Stop Losing New Patients

The other day I was cruising one of the many DentalTown forums, when I saw that a doctor was stunned to learn from a friend who called that he was losing referrals, not because of his clinical staff, but because of the unpleasant way his front office answered the phone. After 8 years in the contact center business for dentists, I can honestly say that the fact that he was unaware of how his phones were being answered is all too common. Most dentists are shielded from bad phone handling because they are in the back working, and when they come to the front, the phone staff suddenly cleans up its act and sounds great, so unless the news arrives from a third party who tells him how bad it is, then the dentist may lose business for years without knowing why.

As has been repeated in several of my previous blogs, everyone on the clinical side gets special training to be able to practice their job, and then receive ongoing education in the CE credits they are obligated to do every year thereafter. The front office, in comparison, is a very mixed bag. Some have had formal training for their job, but the vast majority have learned on-the-job with minimal instruction. So it is kind of difficult to complain about their work product when one considers they are not trained to answer the phone.

My partner Lynette Conway-Ross has said for years that the most important piece of dental office equipment is not a shiny new machine in the operatories, but the telephone on the front office desk. Clients don’t understand or care about the latest technology in the office. They are blissfully ignorant, as they have every right to be. They are concerned with how they are treated by those on the phone and at the reception area of the office, well before they will even be seated in the chair.
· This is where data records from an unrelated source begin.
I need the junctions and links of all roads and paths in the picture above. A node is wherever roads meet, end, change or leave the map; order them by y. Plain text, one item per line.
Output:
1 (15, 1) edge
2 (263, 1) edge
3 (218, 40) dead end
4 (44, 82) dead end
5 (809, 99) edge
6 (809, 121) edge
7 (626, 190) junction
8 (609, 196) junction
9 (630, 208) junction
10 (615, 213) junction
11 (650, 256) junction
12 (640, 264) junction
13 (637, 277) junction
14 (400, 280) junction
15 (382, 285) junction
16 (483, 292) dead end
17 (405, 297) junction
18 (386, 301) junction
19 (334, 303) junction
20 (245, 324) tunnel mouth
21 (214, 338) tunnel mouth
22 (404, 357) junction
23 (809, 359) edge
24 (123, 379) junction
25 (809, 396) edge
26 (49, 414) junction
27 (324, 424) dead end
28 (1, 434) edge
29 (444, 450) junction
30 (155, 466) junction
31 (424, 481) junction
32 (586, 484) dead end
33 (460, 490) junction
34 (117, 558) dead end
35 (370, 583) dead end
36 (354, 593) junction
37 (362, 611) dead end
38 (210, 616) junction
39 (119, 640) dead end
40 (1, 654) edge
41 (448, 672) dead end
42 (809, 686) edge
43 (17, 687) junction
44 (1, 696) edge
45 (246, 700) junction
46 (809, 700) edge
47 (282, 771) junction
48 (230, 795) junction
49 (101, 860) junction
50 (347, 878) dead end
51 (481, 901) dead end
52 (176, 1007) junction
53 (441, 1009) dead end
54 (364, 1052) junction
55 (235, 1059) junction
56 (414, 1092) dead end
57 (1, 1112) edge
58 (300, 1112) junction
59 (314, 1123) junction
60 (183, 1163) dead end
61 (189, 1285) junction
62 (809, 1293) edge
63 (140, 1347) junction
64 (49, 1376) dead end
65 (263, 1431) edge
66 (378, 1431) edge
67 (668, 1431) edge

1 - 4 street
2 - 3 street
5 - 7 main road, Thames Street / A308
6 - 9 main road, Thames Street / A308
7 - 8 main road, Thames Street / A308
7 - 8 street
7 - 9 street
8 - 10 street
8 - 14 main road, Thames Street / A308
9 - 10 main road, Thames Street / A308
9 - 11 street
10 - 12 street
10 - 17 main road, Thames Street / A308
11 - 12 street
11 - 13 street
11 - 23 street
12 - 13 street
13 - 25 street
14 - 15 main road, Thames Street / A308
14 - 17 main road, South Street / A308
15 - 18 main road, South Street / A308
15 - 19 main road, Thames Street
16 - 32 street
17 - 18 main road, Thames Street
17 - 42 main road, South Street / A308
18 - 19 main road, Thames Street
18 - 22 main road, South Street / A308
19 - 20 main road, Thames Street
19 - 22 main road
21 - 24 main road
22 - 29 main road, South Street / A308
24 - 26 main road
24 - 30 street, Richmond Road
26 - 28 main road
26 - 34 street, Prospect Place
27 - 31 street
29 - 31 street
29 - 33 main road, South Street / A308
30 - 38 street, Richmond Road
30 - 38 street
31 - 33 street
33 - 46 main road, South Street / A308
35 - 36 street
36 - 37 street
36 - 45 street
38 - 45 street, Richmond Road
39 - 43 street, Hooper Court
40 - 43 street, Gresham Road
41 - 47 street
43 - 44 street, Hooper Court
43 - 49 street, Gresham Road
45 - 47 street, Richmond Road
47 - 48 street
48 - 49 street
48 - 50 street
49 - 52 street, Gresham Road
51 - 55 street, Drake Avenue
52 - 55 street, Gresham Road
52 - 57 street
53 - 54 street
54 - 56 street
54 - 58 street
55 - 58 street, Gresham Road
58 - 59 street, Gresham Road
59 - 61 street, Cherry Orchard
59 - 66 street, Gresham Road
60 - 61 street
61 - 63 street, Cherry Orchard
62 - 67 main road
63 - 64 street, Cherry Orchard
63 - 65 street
If the staff members answering their phone calls are impatient, ill-tempered or rude, they may not show up for their appointment, if they make one in the first place.

To be fair, some staff members see the job of answering the phone as a chore no different than emptying the office trashcan. They may not understand that potential new patients calling to inquire about the dentist judge the office by how they sound on that initial call. They see it as only one part of their job, no more important than any other part of their workday. They may sound indifferent or hostile to a caller, if they are also trying to take care of a patient standing in front of them, or are on hold with the insurance company etc.

There are solutions to this, and the first one is phone handling training. Most people want to do their jobs well, but need some training. Give it to them. Concierge Contact Center offers onsite and live video trainings that will pay for themselves within weeks.

Secondly, you can get a phone line set up exclusively for new patients. We have dental marketing companies that contract our trained agents here at Concierge Contact Center to do nothing but answer their dentists’ new patient calls and chats generated from their marketing campaigns. This is one of the first things they do, so that the loss of new patient callers is reduced, and stream of new patients will increase. Contact center agents are not dealing with walk-in clients, existing patient calls, insurance company calls or vendor calls and visits. All they do is occupy their workstation and politely tell inquiring callers what a great doctor you are and what a helpful staff you have. They calm the callers, get them scheduled into your calendar and send you a confirmation email as soon as the appointment is made. And unlike your staff, they do it 24/7, so calls are not missed. Inquiring callers call when they think about what they want, not just during your office hours.